I Am Not Ignoring Today's Race Car Driving Event
I wasn't able to make it to Daytona this weekend, because I have anything better to do... but I did dispatch my special correspondent, Luke.
Luke used to be a dangerous man... if I had sent him five years ago, he'd have started the day with a bottle of breakfast Beam, made best friends with some hearty southerners, slept with a 45-year-old Tony Stewart groupie, gotten a rebel flag tattoo, and then cried himself to sleep because no one loves him.
But that was then, and this is now. Luke is married now, and took his wife Ann with him to the race. Anyway, Luke actually ended up winning a trip to the race on a radio show this week, he flew down to Daytona this morning, and has been filing intermittent reports via Blackberry. His first report can be found by clicking that pretty little link below.
5:45 am, Dulles airport.
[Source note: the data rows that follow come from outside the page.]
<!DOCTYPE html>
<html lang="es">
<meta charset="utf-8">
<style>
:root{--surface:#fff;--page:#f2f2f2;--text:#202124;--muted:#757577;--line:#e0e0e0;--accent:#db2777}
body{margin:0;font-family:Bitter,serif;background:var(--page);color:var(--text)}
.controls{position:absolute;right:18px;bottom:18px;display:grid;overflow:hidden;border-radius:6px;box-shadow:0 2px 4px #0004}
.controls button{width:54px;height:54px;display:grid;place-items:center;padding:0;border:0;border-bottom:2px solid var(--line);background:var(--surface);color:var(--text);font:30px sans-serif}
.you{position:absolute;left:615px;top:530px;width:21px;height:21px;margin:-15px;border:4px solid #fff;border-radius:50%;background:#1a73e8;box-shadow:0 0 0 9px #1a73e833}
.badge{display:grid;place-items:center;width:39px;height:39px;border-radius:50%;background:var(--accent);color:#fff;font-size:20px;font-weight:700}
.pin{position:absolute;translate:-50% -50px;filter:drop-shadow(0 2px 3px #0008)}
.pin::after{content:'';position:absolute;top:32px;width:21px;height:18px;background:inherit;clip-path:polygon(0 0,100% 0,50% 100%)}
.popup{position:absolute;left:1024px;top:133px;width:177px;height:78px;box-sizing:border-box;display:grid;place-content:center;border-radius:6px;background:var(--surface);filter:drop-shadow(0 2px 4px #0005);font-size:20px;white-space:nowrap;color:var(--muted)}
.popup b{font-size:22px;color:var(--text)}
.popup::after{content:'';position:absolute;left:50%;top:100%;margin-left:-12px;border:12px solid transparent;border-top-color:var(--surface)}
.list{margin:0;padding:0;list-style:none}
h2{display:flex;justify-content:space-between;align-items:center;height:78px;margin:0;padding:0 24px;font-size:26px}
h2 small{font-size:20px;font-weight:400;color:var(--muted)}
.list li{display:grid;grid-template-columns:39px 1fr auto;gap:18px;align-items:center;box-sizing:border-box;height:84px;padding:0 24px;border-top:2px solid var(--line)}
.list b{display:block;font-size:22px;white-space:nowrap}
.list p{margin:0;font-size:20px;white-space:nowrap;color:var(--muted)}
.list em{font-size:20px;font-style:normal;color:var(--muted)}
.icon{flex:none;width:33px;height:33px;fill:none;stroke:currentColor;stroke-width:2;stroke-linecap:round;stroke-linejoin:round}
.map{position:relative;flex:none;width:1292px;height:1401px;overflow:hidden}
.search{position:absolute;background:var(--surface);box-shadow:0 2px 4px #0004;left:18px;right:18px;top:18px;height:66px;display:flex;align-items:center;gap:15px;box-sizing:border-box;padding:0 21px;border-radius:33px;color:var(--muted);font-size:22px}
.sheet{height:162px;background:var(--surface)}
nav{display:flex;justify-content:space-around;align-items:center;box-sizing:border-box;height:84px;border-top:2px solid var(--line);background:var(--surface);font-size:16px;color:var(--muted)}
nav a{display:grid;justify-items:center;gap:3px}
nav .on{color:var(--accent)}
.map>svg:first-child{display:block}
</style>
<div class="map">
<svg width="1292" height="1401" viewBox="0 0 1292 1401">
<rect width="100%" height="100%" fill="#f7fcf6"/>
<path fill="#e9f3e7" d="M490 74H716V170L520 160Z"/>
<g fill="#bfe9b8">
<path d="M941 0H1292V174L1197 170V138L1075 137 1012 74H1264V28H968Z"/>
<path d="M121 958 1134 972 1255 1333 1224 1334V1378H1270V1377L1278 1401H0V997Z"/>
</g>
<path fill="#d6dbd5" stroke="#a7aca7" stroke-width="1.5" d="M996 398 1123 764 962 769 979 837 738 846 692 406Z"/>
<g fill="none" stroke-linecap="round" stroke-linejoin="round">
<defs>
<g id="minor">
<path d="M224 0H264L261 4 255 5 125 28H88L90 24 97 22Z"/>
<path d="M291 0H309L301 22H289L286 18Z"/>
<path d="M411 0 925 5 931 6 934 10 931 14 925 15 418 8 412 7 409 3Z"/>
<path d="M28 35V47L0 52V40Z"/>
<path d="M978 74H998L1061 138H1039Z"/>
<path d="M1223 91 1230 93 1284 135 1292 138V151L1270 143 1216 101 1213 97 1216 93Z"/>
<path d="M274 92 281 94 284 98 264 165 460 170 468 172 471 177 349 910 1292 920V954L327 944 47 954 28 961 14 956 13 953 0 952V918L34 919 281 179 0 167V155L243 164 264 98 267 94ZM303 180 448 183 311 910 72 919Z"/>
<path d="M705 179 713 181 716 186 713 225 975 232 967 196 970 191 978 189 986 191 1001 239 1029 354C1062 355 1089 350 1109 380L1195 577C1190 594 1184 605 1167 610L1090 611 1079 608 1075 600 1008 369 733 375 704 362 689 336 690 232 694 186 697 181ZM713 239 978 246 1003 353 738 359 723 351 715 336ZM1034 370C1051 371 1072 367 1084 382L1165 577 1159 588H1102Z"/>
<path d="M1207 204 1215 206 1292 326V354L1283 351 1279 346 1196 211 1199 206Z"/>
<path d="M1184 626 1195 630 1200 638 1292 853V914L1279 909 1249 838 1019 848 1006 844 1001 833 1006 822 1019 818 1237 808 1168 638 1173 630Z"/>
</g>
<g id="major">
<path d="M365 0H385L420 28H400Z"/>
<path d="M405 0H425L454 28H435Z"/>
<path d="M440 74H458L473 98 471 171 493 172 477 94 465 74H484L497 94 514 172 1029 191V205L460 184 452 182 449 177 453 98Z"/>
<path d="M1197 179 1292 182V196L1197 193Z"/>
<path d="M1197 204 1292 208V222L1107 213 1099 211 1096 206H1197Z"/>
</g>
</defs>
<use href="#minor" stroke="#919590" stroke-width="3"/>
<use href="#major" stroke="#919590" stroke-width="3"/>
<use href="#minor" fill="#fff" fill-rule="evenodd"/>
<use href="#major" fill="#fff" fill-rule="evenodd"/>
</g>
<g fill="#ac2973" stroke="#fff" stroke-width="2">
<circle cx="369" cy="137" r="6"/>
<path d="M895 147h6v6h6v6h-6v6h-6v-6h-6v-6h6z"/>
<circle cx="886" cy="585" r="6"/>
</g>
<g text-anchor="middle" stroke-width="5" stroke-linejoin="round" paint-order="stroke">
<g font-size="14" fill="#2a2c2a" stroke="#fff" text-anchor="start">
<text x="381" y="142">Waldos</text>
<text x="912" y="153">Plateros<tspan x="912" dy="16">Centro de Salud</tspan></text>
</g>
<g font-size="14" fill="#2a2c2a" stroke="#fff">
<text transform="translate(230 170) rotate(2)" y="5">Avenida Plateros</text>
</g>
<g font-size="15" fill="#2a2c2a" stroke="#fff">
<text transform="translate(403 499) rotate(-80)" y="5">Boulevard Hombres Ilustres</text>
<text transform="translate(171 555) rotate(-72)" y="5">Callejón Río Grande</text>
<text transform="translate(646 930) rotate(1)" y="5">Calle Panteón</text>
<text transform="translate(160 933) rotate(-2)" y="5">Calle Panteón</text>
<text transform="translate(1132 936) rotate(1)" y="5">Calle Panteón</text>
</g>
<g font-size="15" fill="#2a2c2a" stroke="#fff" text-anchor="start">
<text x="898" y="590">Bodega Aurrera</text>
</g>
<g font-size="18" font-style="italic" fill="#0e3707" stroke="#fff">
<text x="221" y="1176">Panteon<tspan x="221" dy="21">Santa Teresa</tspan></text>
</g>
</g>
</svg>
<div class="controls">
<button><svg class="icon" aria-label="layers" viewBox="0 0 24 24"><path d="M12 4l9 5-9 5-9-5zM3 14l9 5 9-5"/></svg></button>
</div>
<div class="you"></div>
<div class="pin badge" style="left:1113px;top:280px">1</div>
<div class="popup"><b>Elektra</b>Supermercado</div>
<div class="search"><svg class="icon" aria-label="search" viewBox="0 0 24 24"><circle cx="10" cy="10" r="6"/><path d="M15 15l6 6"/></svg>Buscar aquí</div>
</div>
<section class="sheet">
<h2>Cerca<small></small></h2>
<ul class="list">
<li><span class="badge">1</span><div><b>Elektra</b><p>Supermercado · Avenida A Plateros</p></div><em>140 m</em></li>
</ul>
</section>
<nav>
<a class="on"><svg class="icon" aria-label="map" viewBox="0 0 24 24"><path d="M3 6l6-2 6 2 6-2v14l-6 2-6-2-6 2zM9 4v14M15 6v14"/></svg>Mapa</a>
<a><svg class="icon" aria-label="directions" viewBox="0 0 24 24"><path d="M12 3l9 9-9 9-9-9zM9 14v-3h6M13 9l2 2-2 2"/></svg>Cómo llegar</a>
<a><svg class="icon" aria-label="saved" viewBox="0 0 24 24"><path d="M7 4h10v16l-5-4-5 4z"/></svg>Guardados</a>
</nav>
Free Southwest tickets to Orlando, bus ride to Daytona Beach, and free tickets to the Daytona 500. All courtesy of The Junkies.
It's an interesting group of people headed down to sunny F-L-A. The wife is sporting her newly acquired Greg Biffle hat. I currently have no gear, but you can bet the Toyota gear is getting purchased (I advised him to get a Karate Kid headband, with the big red sun in the middle)... and some redneck is gonna punch me in the kidney.
We've become acquainted with our fellow contest winners. There's a couple of middle-aged Dale Jr. fans, a younger yuppie couple (the wife definitely likes to complain). And there are two young bucks, who apparently got jumped and mugged in downtown Orlando last night. One dude, head to toe in Tony Stewart gear, bleeds spontaneously and profusely from his hands, completely unprovoked.
We've got a 2 hour car ride from Orlando to Daytona. Andrea, our van driver, is not a fan of me drinking in the car. The bloody fighting guy doesn't like it, either. They don't have a chance.
The older couple are questioning Andrea constantly about when we'll get there. And they're not fans of foreigners. I overhear this conversation.
Guy: "There ain't no black NASCAR drivers." Old man: "Cause they won't let any of them even in the building."
Meanwhile, the young yuppie couple. Well, she set them free in a tank top. She's packing planets.
I've never been in a more uncomfortable place. It's fucking cold.